The Need for a Bootstrap Lexicon
Saturday, August 7th, 2010The method I ultimately intend to use for compiling a lexicon is by tasking a parser to search for words that need to be of a particular lexical category for the surrounding text to be grammatical. The catch-22 is that this parser will only be able to do its work when the lexical categories for most of the words in a sentence are already known. In other words, in order to compile a lexicon by this method I need to already have a lexicon.
The parser can be run a number of times if necessary, so it need not catch every word at the first attempt. The only requirement is that the parser add enough new words to the lexicon each time it is run to make subsequent runs more successful. However, my expectation is that this will only happen when the lexicon is above a certain critical size: any smaller and the number of sentences successfully parsed will be too small to sustain growth. It follows that an initial lexicon, generated by other means, will be needed to bootstrap the process.

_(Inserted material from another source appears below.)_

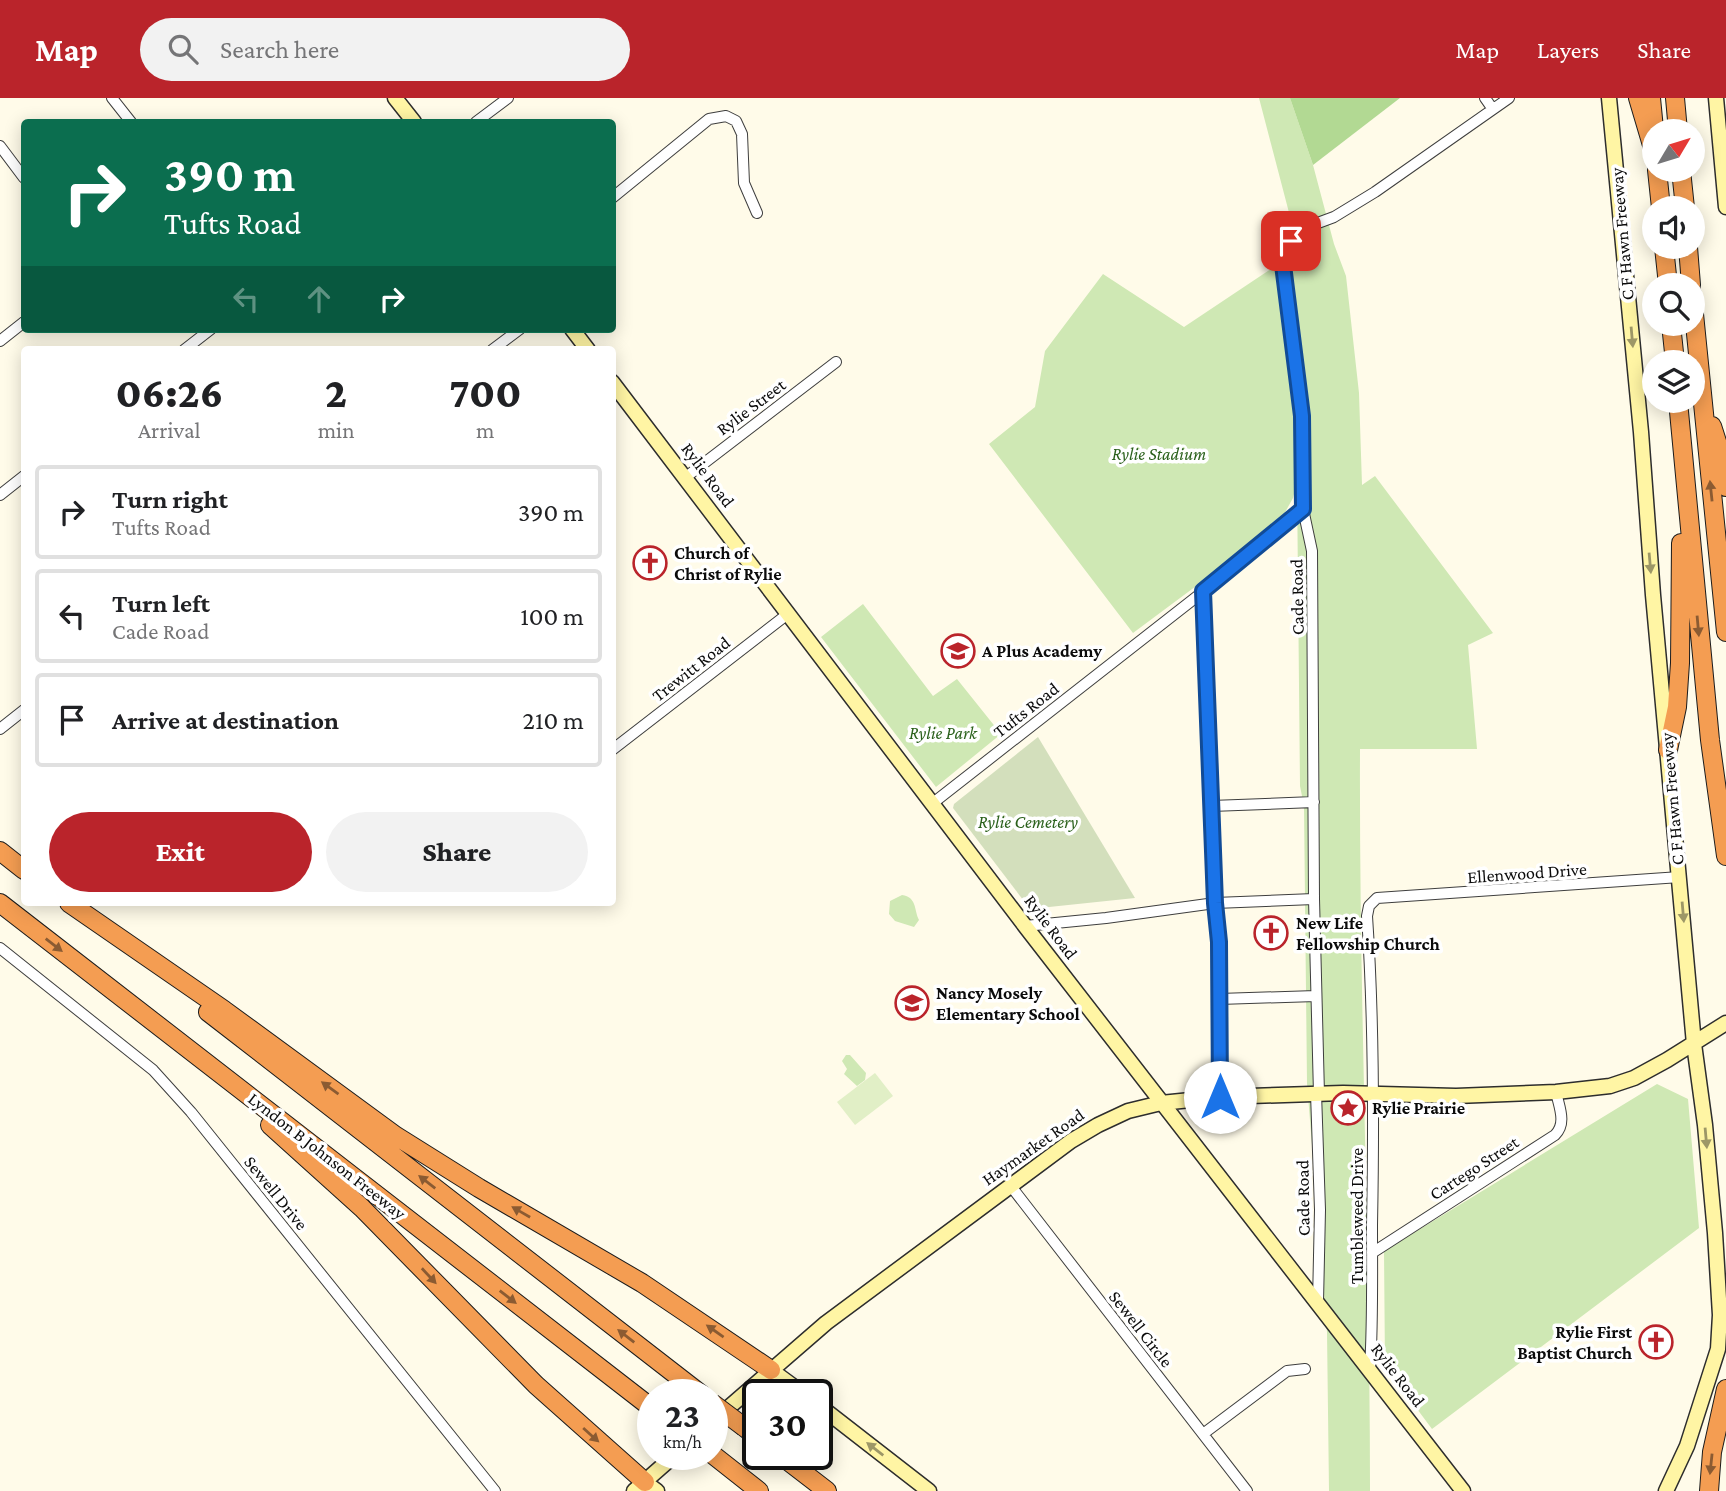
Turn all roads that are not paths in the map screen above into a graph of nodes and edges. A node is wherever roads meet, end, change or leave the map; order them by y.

To generate the bootstrap lexicon I’ve chosen to look for methods with a very low false-positive rate, even if this results in a relatively poor yield. There are two main reasons for this:
- I can remove false positives from the English lexicon by manually reviewing it, but will not have this luxury for languages with which I am less familiar. In the absence of an army of helpers, I need to develop methods that can deliver useful results without supervision.
- The corpus I am working with is sufficiently large that yield is not a major concern during the bootstrap phase.
I don’t intend to search for closed-class words automatically, in English or in any other language: these can be entered manually. I will be looking for automatic methods for isolating nouns, verbs, adjectives and adverbs. Of these, I have so far had most success searching for nouns with regular plurals. My next post will describe the method used and the outcome.